China has consistently taken advantage of the American economy with years of unfair trade practices that undermine fair and reciprocal trade.

  • China has pursued industrial policies and unfair trade practices—including dumping, discriminatory non-tariff barriers, forced technology transfer, over capacity, and industrial subsidies—that champion Chinese firms and make it impossible for many U.S. firms to compete on a level playing field.
    China’s industrial policies, such as its “Made in China 2025” plan, harm companies in the U.S. and around the world.

  • China imposes much higher tariffs on U.S. exports than the U.S. imposes on China. China’s average tariff rate is nearly three times higher than the average United States rate. Certain products are even more imbalanced, for instance the United States charges a 2.5 percent tariff on Chinese cars, while China currently maintains a 25 percent tariff on cars from the United States.
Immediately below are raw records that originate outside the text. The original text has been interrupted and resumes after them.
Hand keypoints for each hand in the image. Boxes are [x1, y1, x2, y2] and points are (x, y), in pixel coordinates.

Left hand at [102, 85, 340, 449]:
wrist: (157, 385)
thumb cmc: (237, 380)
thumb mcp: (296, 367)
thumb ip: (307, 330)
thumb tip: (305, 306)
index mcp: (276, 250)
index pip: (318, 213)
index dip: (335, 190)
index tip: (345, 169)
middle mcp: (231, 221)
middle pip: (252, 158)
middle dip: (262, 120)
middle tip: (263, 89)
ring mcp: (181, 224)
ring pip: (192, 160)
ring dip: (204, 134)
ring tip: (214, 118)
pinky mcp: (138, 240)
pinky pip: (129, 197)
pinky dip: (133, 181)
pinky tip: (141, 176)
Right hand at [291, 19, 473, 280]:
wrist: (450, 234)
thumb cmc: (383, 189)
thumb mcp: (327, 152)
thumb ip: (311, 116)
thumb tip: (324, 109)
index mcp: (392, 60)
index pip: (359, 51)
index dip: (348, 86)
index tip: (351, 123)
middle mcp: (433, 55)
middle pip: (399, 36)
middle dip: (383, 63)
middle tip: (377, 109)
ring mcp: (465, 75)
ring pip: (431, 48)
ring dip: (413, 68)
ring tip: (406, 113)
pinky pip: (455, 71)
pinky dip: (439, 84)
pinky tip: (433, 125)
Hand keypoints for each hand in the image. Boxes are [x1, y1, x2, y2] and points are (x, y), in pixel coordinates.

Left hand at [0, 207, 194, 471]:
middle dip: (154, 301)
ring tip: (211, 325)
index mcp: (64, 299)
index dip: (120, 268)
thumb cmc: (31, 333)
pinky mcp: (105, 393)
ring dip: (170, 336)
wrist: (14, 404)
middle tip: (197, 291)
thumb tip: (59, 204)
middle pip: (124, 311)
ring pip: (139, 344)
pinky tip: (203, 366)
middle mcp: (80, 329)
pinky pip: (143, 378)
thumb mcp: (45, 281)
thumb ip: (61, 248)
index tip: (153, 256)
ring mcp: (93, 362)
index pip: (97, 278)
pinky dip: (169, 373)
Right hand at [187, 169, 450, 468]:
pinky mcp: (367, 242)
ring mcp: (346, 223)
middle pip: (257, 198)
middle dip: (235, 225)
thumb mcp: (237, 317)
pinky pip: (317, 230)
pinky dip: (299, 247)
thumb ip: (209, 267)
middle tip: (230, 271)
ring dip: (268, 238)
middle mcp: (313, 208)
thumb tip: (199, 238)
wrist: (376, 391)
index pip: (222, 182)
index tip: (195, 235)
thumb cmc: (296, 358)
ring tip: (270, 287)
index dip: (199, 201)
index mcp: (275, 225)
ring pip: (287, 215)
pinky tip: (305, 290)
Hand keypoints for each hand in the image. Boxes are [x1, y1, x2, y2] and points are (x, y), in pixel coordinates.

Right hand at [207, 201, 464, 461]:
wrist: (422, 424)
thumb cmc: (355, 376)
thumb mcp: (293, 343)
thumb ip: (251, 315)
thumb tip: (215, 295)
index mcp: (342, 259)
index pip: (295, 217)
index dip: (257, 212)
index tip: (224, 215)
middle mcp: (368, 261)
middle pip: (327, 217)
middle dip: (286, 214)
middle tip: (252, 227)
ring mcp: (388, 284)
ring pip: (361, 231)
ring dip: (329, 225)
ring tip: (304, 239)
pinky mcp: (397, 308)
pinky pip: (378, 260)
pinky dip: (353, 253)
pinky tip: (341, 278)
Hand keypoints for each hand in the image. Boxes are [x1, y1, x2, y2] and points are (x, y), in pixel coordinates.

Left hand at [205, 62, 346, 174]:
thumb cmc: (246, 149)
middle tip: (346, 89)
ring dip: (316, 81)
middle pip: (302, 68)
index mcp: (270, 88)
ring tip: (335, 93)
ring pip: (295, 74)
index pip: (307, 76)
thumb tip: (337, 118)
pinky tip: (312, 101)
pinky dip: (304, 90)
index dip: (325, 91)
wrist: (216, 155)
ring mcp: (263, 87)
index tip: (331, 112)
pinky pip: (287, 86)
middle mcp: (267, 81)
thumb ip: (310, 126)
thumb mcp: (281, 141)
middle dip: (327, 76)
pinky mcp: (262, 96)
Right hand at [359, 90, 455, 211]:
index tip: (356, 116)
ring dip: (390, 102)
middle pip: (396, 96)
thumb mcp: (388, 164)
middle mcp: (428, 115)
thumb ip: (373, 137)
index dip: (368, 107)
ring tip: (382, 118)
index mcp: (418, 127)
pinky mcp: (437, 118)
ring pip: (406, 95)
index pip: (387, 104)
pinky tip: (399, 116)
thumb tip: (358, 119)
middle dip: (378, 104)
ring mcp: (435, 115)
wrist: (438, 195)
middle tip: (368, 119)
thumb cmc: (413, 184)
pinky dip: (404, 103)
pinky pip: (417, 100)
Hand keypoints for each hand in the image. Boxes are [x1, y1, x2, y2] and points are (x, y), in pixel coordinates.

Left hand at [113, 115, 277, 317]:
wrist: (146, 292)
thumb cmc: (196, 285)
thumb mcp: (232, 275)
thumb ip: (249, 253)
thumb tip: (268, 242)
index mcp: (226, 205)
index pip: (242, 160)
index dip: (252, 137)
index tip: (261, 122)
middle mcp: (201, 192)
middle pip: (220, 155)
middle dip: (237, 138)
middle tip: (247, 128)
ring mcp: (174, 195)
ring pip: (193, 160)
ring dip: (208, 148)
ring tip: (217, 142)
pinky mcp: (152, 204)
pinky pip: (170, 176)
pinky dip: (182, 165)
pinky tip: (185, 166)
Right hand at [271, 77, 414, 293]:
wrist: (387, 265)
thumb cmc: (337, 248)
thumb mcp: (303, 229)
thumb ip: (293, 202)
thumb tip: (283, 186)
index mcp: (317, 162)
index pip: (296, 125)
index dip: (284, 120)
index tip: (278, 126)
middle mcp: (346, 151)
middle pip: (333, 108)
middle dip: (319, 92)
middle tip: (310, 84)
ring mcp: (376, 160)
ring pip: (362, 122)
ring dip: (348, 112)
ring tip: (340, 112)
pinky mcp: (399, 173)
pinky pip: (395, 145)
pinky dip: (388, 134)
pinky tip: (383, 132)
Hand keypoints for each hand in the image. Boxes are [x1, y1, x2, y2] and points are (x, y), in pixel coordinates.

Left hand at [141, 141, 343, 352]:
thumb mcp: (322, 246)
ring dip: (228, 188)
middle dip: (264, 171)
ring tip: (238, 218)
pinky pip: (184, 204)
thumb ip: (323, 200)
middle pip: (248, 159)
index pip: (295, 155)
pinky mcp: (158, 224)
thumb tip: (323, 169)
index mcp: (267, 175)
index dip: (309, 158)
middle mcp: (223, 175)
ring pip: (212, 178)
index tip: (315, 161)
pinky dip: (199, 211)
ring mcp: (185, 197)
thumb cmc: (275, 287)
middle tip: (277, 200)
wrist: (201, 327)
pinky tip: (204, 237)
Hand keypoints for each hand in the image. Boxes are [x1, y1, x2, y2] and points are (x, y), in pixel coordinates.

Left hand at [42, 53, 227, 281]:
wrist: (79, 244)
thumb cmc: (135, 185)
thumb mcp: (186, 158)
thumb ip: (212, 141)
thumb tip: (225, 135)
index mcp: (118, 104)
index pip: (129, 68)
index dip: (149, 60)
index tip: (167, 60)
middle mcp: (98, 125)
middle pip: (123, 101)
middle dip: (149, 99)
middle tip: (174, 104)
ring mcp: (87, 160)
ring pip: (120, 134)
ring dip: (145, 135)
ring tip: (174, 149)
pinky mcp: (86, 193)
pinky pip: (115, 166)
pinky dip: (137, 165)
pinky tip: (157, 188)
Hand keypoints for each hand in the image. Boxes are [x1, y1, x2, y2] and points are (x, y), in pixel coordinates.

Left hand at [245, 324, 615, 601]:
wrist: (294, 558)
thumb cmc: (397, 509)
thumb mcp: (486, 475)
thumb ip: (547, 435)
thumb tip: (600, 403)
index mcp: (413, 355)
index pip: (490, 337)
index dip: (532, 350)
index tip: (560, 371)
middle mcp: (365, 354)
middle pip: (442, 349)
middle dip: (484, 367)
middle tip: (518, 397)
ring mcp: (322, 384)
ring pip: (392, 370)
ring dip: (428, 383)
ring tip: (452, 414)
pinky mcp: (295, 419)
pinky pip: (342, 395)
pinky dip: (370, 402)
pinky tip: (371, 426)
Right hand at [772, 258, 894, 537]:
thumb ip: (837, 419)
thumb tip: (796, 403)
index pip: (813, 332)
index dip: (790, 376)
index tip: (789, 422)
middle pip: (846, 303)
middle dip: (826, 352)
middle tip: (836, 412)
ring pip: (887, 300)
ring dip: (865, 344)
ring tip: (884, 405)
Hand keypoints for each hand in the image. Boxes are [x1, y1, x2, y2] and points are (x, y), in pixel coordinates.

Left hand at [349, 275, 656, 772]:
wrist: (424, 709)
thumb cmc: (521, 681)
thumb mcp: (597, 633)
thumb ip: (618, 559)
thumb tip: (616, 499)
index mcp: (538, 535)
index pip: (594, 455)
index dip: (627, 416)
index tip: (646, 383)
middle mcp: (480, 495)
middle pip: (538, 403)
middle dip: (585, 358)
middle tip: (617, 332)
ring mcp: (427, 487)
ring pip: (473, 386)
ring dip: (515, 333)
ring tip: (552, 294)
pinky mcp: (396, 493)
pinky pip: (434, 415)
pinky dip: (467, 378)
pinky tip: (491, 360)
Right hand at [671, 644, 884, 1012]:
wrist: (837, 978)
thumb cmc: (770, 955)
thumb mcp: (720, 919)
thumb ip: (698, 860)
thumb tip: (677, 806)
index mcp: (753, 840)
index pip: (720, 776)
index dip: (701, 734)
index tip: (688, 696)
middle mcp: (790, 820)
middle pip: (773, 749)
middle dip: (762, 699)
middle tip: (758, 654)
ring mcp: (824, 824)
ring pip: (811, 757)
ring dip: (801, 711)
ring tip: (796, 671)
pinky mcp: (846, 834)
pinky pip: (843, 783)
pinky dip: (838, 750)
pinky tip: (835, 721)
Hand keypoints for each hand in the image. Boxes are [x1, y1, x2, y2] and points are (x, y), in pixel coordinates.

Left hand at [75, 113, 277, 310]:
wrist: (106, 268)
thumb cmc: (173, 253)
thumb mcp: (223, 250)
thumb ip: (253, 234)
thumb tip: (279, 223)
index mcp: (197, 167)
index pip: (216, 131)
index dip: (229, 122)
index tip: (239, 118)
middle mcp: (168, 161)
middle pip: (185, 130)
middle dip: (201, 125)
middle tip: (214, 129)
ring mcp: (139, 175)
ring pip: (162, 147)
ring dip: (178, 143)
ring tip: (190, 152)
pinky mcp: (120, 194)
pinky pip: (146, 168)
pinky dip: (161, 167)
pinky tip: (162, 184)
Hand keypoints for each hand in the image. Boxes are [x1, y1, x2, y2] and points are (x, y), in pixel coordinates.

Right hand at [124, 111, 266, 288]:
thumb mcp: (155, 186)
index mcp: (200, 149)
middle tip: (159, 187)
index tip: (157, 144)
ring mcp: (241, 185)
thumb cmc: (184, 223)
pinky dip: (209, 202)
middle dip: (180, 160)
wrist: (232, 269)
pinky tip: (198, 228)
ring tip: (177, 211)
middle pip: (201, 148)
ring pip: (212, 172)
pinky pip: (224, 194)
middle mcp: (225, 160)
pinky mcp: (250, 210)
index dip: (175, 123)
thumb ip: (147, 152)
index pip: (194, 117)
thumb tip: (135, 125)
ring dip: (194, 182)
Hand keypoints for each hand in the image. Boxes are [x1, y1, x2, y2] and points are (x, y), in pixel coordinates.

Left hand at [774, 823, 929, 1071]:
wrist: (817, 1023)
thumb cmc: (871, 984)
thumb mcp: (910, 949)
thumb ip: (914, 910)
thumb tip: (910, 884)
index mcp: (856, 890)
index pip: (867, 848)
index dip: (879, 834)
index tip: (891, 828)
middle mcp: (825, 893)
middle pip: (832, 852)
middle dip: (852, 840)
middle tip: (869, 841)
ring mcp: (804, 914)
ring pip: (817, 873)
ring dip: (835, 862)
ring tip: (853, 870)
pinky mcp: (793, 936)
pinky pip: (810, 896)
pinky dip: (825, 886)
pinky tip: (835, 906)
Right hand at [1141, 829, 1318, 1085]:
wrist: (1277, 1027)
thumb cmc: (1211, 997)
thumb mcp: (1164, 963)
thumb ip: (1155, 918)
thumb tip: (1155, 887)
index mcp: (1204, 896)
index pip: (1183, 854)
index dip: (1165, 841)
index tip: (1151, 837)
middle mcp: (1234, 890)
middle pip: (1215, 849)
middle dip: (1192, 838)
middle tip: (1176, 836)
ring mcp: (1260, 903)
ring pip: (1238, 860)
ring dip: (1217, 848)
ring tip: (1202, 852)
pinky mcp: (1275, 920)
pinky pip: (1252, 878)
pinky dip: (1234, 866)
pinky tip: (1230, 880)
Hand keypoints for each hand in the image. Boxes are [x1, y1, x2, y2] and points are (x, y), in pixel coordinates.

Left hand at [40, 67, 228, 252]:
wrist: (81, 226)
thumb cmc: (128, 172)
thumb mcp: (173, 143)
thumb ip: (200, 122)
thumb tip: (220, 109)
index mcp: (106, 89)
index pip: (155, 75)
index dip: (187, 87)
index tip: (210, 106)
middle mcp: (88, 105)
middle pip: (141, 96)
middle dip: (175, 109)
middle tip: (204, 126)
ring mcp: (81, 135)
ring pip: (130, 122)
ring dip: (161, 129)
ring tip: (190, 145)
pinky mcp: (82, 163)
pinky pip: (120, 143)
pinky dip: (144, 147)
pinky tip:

  • China has banned imports of United States agricultural products such as poultry, cutting off America’s ranchers and farmers from a major market for their goods.

  • China has dumped and unfairly subsidized a range of goods for the U.S. market, undermining America’s domestic industry. In 2018 alone, the Trump Administration has found dumping or unfair subsidies on 13 different products, including steel wheels, cold-drawn mechanical tubing, tool chests and cabinets, forged steel fittings, aluminum foil, rubber bands, cast iron soil pipe and fittings, and large diameter welded pipe.

In January 2018, the Trump Administration found that China’s overproduction of steel and aluminum, and the resulting impact on global markets, is a circumstance that threatens to impair America’s national security.
The United States has run a trade in goods deficit with China for years, including a $375 billion deficit in 2017 alone.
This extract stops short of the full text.